■ PROBLEM STATEMENT ■
Restate the data below word for word, omitting pictures.

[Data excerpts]

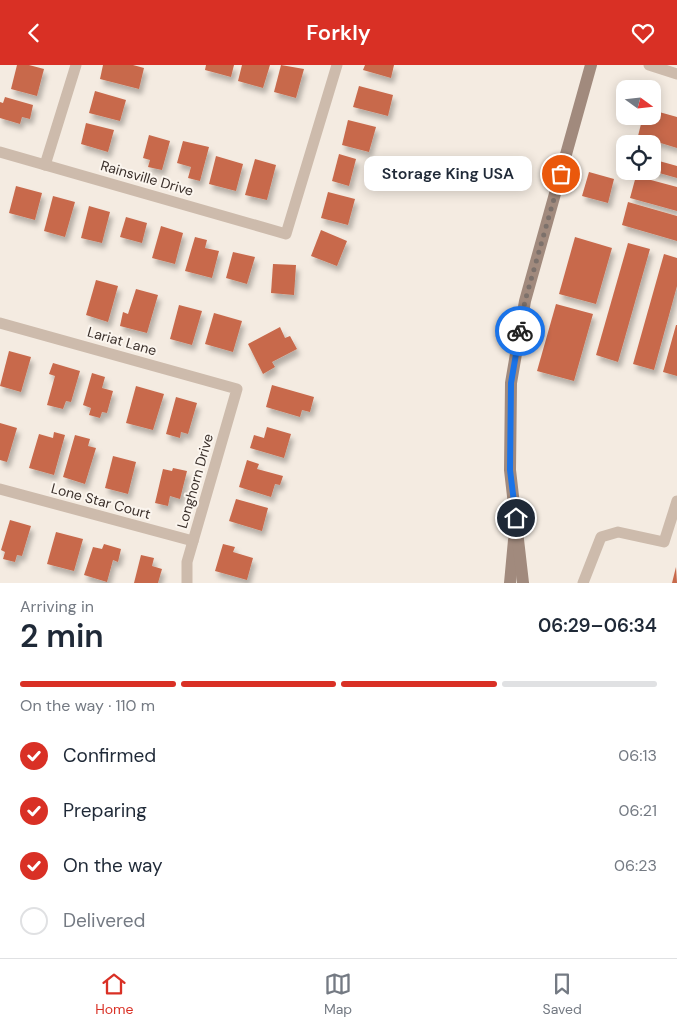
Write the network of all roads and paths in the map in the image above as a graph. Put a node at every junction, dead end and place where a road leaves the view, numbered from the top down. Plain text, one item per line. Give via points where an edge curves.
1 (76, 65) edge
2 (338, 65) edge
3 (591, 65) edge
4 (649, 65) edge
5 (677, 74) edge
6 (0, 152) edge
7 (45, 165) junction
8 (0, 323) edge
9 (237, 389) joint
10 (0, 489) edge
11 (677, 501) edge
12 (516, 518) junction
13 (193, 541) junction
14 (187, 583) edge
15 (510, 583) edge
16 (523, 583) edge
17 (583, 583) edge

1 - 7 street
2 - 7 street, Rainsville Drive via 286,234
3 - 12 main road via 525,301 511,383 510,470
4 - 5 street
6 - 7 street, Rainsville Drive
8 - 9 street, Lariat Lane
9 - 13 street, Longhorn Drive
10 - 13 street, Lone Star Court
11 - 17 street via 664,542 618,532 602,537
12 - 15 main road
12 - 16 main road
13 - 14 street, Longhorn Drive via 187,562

■ WRITTEN ANSWER ■
Write the network of all roads and paths in the map in the image above as a graph. Put a node at every junction, dead end and place where a road leaves the view, numbered from the top down. Plain text, one item per line. Give via points where an edge curves.
1 (76, 65) edge
2 (338, 65) edge
3 (591, 65) edge
4 (649, 65) edge
5 (677, 74) edge
6 (0, 152) edge
7 (45, 165) junction
8 (0, 323) edge
9 (237, 389) joint
10 (0, 489) edge
11 (677, 501) edge
12 (516, 518) junction
13 (193, 541) junction
14 (187, 583) edge
15 (510, 583) edge
16 (523, 583) edge
17 (583, 583) edge

1 - 7 street
2 - 7 street, Rainsville Drive via 286,234
3 - 12 main road via 525,301 511,383 510,470
4 - 5 street
6 - 7 street, Rainsville Drive
8 - 9 street, Lariat Lane
9 - 13 street, Longhorn Drive
10 - 13 street, Lone Star Court
11 - 17 street via 664,542 618,532 602,537
12 - 15 main road
12 - 16 main road
13 - 14 street, Longhorn Drive via 187,562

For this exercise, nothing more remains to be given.